To get to our “irresistible future,” we started with where we have been, to reveal how history impacts us and our current systems. On the first day of the convening, we focused on the past and responding to the following core question: “How did we create a housing system that creates housing insecurity?”
Invited speaker and long-time NEWHAB ally Colette Pichon Battle, Executive Director of the Gulf Coast Center for Law and Policy—an organization that had its inception after Hurricane Katrina and works to dismantle structural racism exacerbated by climate change—encouraged us to have the courage to look back. She said:
“For me, housing is about place, and location, and land. In order to really understand place, location, and land and how it relates to the housing we see right now, we have to be honest about four main concepts: race, place, privilege, and power. This country was founded on curiosity, innovation, mutual aid, principal struggle, resistance to oppression, the advancement of human dignity, and the quest for democracy.” What we have become is very different…”We can choose to continue to oppress, murder, kidnap, abuse, assault or we can continue to push forward with our curiosity, our innovation, our mutual aid, our principal struggled this is a choice, this is a moment, it is not a fun moment but it is a real moment. It is going to take advocates to actively choose which one of these paths of our history we are going to continue in the future…Do we fix the system that is broken, or do we take this thing down while it’s on its knees and create something much, much better?”
On the second day, we talked about the present and, “How is the housing system and its interconnected sectors responding to COVID-19?” Vijay Gupta, Founder and Artistic Director of Street Symphony, reminded us: “What if we were defined, for a moment, not by our problems, but by our possibilities?” Dominique Hazzard with DC Mutual Aid Network Coordinating Team educated us on mutual aid. She framed it as people taking responsibility for caring for one another and creating new social systems that work, saying, “…Mutual aid is solidarity, not charity.” As one NEWHAB member said during discussion, “There is a radical acceptance that what should be isn’t the same as what is, and you can simultaneously pursue what should be while you take action on what is.”

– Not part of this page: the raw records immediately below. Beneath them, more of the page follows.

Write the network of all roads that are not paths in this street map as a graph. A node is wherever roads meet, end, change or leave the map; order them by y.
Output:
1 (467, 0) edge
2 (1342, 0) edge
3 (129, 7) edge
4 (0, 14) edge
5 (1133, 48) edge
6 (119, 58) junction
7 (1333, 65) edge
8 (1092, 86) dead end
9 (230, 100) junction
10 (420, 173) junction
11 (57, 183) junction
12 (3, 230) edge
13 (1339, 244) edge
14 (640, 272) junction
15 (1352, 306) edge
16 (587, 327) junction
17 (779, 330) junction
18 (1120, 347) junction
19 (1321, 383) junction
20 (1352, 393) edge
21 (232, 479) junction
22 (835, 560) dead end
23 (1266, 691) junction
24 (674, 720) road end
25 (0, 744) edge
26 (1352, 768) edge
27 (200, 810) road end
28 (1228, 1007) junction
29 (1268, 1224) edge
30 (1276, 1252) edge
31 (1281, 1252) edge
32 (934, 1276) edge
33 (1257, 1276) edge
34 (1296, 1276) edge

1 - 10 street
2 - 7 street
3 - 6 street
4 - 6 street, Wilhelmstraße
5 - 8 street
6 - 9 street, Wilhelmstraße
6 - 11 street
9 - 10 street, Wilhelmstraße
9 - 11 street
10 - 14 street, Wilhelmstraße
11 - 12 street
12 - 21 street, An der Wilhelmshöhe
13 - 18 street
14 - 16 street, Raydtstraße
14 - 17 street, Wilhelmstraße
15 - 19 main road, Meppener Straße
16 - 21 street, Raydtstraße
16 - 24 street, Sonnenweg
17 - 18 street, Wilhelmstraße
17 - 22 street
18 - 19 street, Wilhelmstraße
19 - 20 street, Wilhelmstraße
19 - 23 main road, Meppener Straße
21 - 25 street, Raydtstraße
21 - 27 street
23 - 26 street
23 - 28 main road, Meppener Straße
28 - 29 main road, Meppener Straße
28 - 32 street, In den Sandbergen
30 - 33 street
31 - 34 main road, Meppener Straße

The final day of the convening focused on the future and where we will be in 2030. Storyteller and filmmaker (“My Louisiana Love”) Monique Verdin reframed the rising of water “as not the enemy, but as the surface upon which we might live and grow in the future.” We asked the question, “2030: What does a United States with a housing guarantee look like?” Tony Romano, Director of Field Organizing with Right to the City and the organization’s Homes for All campaign, talked us through our decades-long housing crisis and how in April of this year, 31 percent of Americans could not pay their rent on time.
Thanks to the wonderful community we have in NEWHAB and the amazing presenters who helped educate us and lend their expertise, the virtual convening helped nourish our souls during these dark times.